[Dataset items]
****

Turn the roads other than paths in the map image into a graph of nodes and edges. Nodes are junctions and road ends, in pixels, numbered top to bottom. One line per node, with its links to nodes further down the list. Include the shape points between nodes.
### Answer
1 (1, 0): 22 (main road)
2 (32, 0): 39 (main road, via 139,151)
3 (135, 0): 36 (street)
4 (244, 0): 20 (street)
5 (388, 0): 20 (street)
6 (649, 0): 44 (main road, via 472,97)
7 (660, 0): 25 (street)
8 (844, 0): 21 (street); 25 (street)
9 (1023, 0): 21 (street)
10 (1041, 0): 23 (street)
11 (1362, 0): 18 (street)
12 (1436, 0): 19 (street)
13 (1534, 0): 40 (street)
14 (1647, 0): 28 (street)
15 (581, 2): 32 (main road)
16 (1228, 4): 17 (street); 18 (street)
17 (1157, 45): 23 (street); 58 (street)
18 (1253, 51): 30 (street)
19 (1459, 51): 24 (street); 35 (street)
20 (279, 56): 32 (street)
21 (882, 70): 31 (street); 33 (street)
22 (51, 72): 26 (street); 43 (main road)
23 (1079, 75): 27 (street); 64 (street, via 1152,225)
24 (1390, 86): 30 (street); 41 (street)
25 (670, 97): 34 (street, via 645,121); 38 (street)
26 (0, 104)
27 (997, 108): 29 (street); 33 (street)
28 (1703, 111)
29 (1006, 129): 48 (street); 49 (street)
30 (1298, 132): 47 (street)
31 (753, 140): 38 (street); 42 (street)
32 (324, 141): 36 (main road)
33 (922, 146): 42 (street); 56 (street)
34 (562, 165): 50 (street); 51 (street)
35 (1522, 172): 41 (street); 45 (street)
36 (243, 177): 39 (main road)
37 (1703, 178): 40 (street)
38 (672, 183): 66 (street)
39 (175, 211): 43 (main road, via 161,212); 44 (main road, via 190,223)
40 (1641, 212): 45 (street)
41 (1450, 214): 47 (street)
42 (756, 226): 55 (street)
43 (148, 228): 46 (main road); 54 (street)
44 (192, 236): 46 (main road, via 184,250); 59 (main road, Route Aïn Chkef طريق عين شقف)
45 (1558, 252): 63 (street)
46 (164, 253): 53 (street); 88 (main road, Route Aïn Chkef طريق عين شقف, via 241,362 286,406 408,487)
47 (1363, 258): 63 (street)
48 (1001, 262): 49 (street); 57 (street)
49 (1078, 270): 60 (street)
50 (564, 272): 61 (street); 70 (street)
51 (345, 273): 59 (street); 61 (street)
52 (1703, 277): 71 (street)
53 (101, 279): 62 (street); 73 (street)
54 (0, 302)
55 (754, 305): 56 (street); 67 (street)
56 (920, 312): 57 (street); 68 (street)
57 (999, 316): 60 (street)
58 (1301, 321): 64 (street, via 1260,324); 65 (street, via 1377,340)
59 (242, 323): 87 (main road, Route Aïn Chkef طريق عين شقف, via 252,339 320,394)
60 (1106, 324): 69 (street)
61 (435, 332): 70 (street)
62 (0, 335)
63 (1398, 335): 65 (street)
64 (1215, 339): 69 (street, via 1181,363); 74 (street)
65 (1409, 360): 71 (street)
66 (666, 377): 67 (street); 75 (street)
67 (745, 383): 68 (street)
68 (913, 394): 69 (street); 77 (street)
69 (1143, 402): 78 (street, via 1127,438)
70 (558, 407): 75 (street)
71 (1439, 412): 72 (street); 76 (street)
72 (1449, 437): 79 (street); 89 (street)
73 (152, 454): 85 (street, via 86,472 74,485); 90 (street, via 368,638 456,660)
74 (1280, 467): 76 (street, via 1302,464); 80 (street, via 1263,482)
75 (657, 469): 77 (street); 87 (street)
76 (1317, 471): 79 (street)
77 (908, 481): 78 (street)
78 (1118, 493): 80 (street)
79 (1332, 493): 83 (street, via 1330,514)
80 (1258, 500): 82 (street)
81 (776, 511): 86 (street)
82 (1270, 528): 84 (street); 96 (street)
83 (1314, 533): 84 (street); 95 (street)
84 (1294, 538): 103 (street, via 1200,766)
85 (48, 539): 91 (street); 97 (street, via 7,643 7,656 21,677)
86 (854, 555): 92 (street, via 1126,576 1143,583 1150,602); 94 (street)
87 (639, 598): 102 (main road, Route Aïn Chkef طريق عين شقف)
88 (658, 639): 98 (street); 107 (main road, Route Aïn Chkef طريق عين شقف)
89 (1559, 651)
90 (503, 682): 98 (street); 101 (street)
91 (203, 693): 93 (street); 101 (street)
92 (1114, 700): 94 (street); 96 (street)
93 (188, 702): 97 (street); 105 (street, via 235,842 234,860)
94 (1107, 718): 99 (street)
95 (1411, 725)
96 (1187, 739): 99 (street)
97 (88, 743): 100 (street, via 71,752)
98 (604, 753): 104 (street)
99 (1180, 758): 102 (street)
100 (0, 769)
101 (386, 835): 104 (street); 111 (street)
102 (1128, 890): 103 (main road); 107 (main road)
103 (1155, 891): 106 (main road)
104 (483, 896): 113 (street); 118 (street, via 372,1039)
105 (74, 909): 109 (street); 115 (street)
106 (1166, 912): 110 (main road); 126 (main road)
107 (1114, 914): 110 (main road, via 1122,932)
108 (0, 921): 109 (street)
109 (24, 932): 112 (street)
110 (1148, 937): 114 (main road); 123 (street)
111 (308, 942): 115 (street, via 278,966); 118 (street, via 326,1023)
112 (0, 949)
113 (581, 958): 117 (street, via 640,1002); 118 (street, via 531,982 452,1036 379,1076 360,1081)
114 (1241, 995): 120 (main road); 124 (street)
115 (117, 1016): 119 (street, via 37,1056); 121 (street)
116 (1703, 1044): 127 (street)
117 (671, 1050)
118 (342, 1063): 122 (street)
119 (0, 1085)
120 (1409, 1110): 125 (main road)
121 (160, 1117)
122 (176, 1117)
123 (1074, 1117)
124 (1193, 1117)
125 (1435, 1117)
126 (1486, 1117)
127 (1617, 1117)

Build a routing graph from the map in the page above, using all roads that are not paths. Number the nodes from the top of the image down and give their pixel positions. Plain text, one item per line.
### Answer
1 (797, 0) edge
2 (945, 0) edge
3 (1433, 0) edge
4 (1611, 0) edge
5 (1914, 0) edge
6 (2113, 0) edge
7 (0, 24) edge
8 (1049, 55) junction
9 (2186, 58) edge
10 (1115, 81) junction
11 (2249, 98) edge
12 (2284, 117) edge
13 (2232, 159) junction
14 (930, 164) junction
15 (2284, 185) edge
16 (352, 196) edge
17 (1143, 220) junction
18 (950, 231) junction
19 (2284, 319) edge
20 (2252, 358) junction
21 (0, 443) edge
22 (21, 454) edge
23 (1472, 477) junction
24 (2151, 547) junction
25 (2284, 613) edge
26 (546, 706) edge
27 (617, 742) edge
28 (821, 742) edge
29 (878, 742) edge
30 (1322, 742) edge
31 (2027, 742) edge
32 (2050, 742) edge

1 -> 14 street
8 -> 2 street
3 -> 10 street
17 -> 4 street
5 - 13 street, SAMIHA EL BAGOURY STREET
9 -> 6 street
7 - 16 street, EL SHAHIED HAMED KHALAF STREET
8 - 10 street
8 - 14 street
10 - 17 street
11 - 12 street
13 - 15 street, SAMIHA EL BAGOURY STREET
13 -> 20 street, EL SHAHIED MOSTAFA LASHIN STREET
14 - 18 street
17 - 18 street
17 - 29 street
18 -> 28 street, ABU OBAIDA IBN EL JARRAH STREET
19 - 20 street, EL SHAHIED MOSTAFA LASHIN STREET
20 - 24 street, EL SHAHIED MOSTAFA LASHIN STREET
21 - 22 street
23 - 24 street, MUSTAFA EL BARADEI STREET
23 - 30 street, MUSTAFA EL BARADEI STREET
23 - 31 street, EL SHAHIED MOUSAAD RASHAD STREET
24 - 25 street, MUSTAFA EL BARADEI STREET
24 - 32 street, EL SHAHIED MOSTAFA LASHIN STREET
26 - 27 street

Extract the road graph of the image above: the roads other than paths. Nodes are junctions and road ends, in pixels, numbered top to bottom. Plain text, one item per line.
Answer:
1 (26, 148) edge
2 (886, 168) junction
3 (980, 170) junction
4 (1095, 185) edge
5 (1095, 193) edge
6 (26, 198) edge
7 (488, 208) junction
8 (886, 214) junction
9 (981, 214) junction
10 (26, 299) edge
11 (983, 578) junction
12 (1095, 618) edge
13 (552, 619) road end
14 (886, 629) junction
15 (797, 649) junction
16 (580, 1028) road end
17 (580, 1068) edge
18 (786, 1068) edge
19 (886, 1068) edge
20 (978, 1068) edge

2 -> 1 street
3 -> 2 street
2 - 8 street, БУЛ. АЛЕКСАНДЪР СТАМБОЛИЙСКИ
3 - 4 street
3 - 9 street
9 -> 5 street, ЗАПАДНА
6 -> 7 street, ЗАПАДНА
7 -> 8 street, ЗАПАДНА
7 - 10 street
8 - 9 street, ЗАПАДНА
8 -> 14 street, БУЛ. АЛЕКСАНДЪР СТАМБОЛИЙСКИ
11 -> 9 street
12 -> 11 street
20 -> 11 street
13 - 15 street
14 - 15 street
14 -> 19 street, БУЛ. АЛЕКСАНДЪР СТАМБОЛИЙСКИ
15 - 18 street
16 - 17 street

****

WORK REQUIRED: Whenever the string "SHAHIED" occurs in a line of the entries above, copy that line.

RESULT OF THE EXERCISE:
7 - 16 street, EL SHAHIED HAMED KHALAF STREET
13 -> 20 street, EL SHAHIED MOSTAFA LASHIN STREET
19 - 20 street, EL SHAHIED MOSTAFA LASHIN STREET
20 - 24 street, EL SHAHIED MOSTAFA LASHIN STREET
23 - 31 street, EL SHAHIED MOUSAAD RASHAD STREET
24 - 32 street, EL SHAHIED MOSTAFA LASHIN STREET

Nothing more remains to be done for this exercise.